In This Story
Despite facing increasingly harder tests, artificial intelligence models have been advancing quickly and passing even PhD-level exams with high scores, making it somewhat difficult to track just how good they’re getting. But it seems the AI models have met their match — at least for now.
According to the results of a new benchmark called “Humanity’s Last Exam” (HLE), top AI models from OpenAI, Google (GOOGL-0.74%), and Anthropic aren’t quite “at the frontier of human knowledge” yet.
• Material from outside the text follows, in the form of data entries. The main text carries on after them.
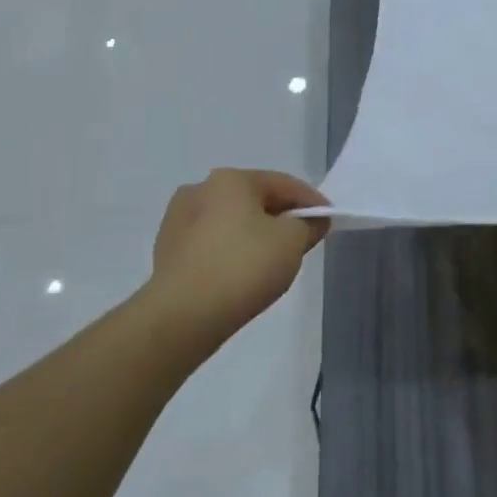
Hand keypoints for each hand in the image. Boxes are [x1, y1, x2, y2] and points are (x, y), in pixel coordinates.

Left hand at [143, 169, 328, 352]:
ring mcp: (177, 220)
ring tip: (272, 259)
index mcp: (231, 180)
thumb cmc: (244, 267)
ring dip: (254, 233)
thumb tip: (313, 220)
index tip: (329, 220)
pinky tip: (241, 272)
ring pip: (231, 221)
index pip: (284, 184)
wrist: (182, 316)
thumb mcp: (292, 242)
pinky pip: (211, 242)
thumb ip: (309, 225)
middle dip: (281, 217)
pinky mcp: (167, 251)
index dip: (312, 201)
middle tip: (303, 239)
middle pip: (255, 199)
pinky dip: (231, 250)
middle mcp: (200, 190)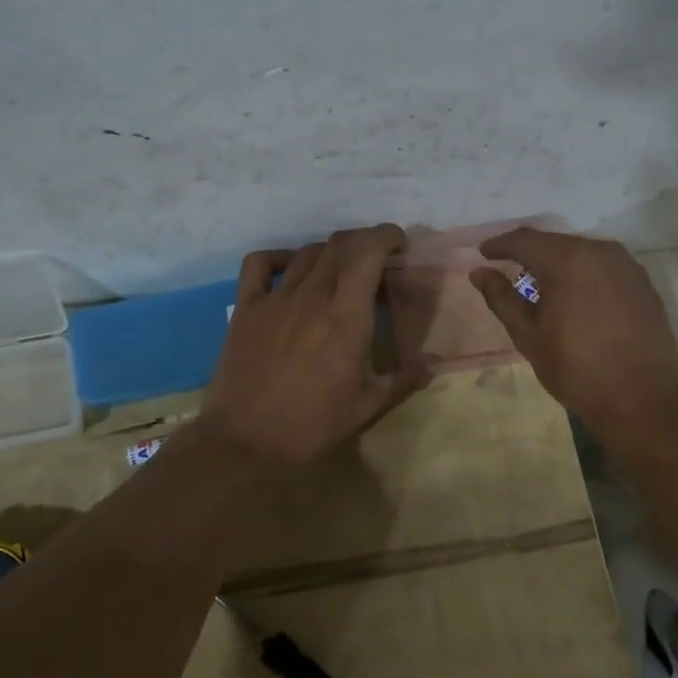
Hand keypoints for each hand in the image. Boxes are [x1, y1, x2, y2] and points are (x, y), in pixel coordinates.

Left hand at [199, 224, 427, 464]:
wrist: (245, 441)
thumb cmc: (312, 424)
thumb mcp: (367, 405)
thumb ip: (403, 378)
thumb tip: (432, 364)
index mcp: (346, 316)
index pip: (367, 251)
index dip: (387, 236)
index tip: (400, 246)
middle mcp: (312, 296)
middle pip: (340, 244)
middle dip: (365, 242)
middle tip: (377, 262)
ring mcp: (275, 299)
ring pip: (308, 252)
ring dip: (331, 252)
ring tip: (341, 271)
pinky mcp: (246, 307)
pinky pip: (260, 264)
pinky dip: (280, 257)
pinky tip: (291, 271)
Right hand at [469, 229, 677, 437]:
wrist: (642, 397)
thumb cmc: (576, 369)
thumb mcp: (529, 336)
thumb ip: (502, 299)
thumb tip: (479, 272)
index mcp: (567, 260)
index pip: (524, 240)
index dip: (500, 245)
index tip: (484, 254)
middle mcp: (599, 251)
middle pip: (555, 242)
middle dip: (530, 253)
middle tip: (510, 269)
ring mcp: (626, 265)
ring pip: (581, 253)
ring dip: (558, 263)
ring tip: (542, 285)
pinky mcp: (642, 282)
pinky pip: (604, 267)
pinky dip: (584, 274)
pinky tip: (576, 295)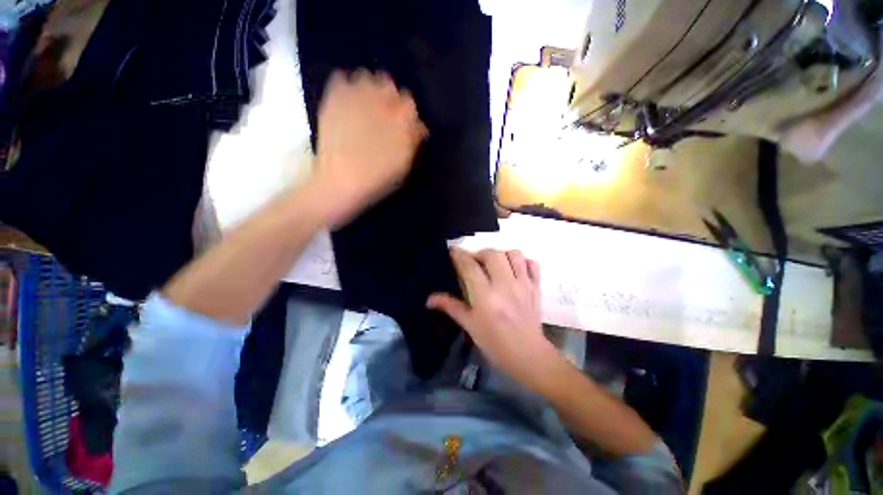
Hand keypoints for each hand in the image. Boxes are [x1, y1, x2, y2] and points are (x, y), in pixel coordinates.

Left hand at [312, 69, 426, 226]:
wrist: (342, 180)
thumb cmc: (379, 178)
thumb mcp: (405, 164)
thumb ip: (413, 140)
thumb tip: (419, 125)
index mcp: (403, 118)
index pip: (409, 102)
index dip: (405, 112)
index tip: (400, 123)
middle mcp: (383, 99)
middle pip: (388, 84)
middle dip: (387, 96)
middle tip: (381, 114)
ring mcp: (357, 94)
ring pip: (366, 77)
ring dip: (367, 88)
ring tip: (363, 106)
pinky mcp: (335, 96)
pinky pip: (341, 79)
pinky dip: (345, 86)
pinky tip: (345, 102)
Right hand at [427, 248, 561, 391]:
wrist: (528, 357)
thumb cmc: (494, 343)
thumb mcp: (470, 325)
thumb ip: (450, 307)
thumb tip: (429, 299)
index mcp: (485, 296)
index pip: (470, 266)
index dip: (459, 255)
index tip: (453, 251)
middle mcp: (505, 285)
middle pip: (491, 254)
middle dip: (478, 253)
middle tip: (473, 262)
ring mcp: (524, 284)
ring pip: (513, 254)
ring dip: (501, 255)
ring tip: (493, 264)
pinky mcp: (536, 287)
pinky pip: (532, 264)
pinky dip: (523, 261)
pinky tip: (514, 269)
The evaluation, developed by researchers at the Center for AI Safety (CAIS) and Scale AI, is “designed to be the final closed-ended academic benchmark of its kind with broad subject coverage.” Basically, they claim it’s the most difficult test these AI models have ever faced.
The researchers evaluated several multimodal frontier models, including Anthropic’s Claude Sonnet-3.5, Google’s Gemini 1.5 Pro, and both OpenAI’s GPT-4o and new reasoning model, o1. All of the models scored less than 10% on HLE — much lower than on popular benchmarks such as Massive Multitask Language Understanding (MMLU) and graduate-level Google-Proof Q&A (GPQA).
“We wanted problems that would test the capabilities of the models at the frontier of human knowledge and reasoning,” Dan Hendrycks, co-founder and executive director of CAIS said in a statement. “We can’t predict how quickly the models will advance... Right now, Humanity’s Last Exam shows that there are still some expert closed-ended questions that models are not able to answer. We will see how long that lasts.”
Hendrycks is also an advisor to Scale, which he worked with to compile the more than 3,000 multiple-choice and short-answer questions across more than 100 subjects. Questions included asking for a translation for a Palmyrene script, and hummingbird anatomy.
The researchers received exam questions from close to “1,000 subject expert contributors” from around the world, who they asked to submit the “toughest questions” they know. Prize money was offered for the top questions, while contributors whose questions were chosen were offered optional co-authorship.
While the current top AI models failed the HLE, “recent history shows benchmarks are quickly saturated — with models dramatically progressing from near-zero to near-perfect performance in a short timeframe,” the researchers said.
It’s “plausible” that the AI models could reach higher than 50% accuracy on the HLE by the end of the year, the researchers said. However, that alone wouldn’t “suggest autonomous research capabilities or ‘artificial general intelligence,’” they added, referring to the point when AI systems will be believed to have reached and exceeded human-level capabilities.
“HLE may be the last academic exam we need to give to models, but it is far from the last benchmark for AI,” the researchers said.